Please copy every line below that contains the string "Dimitrova".

__Data records__:
■ ■ ■ ■ ■ ■ ■

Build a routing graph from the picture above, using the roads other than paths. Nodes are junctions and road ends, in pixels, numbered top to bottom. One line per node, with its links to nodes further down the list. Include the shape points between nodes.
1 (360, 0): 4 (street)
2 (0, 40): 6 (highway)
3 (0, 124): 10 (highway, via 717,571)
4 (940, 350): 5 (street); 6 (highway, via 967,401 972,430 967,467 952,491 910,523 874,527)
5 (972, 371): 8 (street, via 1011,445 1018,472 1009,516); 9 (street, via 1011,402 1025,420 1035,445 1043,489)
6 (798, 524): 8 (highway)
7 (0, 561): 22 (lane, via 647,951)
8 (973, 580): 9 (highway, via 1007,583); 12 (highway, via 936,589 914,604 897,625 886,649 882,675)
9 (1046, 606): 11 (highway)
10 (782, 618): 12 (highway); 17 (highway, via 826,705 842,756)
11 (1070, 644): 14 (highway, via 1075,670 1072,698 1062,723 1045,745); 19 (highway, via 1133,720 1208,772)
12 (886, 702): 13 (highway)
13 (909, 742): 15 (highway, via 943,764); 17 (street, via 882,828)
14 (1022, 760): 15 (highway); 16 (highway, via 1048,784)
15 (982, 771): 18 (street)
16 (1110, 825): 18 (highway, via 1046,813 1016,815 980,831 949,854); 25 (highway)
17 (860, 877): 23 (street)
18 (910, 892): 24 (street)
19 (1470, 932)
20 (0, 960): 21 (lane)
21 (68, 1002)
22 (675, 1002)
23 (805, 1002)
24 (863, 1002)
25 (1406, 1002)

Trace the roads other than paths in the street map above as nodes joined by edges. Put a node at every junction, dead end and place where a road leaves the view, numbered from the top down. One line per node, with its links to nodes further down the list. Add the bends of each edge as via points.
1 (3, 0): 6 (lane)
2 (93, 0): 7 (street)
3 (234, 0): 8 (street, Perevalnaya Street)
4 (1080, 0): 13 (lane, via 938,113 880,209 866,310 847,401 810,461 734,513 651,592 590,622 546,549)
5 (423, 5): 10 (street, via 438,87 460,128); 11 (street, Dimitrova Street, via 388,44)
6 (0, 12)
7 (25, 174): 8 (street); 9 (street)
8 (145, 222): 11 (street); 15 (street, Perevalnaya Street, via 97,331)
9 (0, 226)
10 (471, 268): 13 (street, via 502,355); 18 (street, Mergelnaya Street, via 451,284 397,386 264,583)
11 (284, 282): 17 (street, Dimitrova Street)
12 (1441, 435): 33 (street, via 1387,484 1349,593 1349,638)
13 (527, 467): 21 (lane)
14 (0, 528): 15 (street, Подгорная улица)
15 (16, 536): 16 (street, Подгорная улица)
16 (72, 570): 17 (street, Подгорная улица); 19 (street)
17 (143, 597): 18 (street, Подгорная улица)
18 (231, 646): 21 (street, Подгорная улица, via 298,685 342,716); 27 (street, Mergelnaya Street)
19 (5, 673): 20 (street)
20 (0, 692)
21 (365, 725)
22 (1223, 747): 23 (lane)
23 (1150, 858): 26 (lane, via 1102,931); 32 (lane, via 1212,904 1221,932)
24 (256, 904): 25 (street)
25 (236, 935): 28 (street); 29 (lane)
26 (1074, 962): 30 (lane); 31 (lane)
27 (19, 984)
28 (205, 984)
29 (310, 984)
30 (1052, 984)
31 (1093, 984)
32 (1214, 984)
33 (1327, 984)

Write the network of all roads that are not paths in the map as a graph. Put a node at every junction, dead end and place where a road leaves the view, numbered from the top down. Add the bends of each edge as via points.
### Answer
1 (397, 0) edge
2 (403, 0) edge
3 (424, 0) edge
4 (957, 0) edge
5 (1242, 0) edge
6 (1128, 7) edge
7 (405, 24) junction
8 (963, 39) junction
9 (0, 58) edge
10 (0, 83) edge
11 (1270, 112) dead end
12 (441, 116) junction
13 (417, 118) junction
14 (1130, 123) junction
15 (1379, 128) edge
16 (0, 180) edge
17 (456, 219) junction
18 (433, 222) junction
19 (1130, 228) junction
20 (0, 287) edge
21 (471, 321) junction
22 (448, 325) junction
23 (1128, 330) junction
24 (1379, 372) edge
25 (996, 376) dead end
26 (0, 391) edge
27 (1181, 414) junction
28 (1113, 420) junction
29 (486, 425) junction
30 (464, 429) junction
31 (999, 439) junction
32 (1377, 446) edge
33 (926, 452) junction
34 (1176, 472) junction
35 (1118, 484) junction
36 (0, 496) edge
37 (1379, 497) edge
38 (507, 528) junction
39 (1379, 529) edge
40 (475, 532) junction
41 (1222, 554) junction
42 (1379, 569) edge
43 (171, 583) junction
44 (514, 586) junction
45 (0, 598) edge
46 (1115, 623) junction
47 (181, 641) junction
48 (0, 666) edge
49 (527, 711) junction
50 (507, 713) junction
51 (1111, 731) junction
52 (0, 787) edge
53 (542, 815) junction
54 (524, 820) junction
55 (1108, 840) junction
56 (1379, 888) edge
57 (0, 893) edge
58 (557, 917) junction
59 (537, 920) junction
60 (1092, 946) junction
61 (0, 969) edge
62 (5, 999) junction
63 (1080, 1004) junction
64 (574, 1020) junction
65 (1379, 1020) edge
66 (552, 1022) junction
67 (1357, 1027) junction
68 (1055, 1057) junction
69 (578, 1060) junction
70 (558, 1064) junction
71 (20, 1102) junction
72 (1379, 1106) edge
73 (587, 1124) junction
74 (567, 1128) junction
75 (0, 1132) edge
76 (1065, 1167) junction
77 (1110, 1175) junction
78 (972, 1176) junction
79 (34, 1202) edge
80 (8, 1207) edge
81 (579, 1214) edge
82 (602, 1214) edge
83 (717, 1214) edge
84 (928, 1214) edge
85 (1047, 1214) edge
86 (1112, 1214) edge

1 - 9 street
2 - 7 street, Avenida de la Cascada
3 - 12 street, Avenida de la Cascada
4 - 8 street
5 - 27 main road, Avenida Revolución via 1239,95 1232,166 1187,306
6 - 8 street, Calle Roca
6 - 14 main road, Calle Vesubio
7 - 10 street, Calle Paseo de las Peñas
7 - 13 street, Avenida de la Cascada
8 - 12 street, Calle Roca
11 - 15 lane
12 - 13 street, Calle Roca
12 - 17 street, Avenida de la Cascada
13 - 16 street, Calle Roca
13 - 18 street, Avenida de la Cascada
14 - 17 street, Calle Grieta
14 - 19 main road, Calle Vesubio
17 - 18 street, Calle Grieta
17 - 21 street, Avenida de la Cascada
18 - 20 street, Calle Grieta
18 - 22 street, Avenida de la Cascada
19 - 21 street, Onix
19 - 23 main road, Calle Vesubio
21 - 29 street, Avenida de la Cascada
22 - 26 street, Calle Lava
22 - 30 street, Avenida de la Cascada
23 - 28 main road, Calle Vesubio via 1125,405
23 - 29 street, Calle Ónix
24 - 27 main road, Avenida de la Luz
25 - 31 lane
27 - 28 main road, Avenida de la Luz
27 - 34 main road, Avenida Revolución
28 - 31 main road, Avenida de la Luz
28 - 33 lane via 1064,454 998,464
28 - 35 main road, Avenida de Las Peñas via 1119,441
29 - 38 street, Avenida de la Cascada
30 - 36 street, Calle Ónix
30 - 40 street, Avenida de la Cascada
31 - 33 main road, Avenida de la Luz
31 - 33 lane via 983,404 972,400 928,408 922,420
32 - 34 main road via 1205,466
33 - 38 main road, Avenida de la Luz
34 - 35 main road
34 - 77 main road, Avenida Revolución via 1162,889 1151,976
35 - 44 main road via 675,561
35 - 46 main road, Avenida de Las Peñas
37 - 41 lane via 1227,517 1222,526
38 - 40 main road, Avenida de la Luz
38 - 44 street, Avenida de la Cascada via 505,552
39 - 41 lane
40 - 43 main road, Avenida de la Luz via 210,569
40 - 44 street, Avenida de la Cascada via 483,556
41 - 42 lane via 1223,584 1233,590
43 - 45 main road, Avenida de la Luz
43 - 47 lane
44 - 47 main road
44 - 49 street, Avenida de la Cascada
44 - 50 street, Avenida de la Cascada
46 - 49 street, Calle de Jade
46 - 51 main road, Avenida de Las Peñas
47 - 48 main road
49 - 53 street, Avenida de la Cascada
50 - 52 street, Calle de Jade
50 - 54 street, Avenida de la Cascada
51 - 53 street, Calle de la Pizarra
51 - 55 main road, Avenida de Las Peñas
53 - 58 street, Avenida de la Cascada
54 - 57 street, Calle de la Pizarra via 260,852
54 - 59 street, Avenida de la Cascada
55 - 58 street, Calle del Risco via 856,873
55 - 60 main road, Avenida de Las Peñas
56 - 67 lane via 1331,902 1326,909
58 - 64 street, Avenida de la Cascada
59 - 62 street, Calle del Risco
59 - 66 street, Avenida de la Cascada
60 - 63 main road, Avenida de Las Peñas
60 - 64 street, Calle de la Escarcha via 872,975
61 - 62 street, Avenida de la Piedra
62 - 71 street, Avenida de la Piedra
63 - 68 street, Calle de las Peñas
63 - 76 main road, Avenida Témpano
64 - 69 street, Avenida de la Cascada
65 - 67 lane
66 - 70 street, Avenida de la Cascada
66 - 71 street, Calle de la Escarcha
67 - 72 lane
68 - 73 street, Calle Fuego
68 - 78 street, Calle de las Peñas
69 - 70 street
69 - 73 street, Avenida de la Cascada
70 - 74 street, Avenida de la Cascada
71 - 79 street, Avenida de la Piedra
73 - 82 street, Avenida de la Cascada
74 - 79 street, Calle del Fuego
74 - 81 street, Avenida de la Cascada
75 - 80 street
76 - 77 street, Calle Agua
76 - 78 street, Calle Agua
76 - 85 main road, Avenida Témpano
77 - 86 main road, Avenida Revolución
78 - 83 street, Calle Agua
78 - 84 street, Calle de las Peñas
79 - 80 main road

■ ■ ■ ■ ■ ■ ■

__Expected answer__:
5 (423, 5): 10 (street, via 438,87 460,128); 11 (street, Dimitrova Street, via 388,44)
11 (284, 282): 17 (street, Dimitrova Street)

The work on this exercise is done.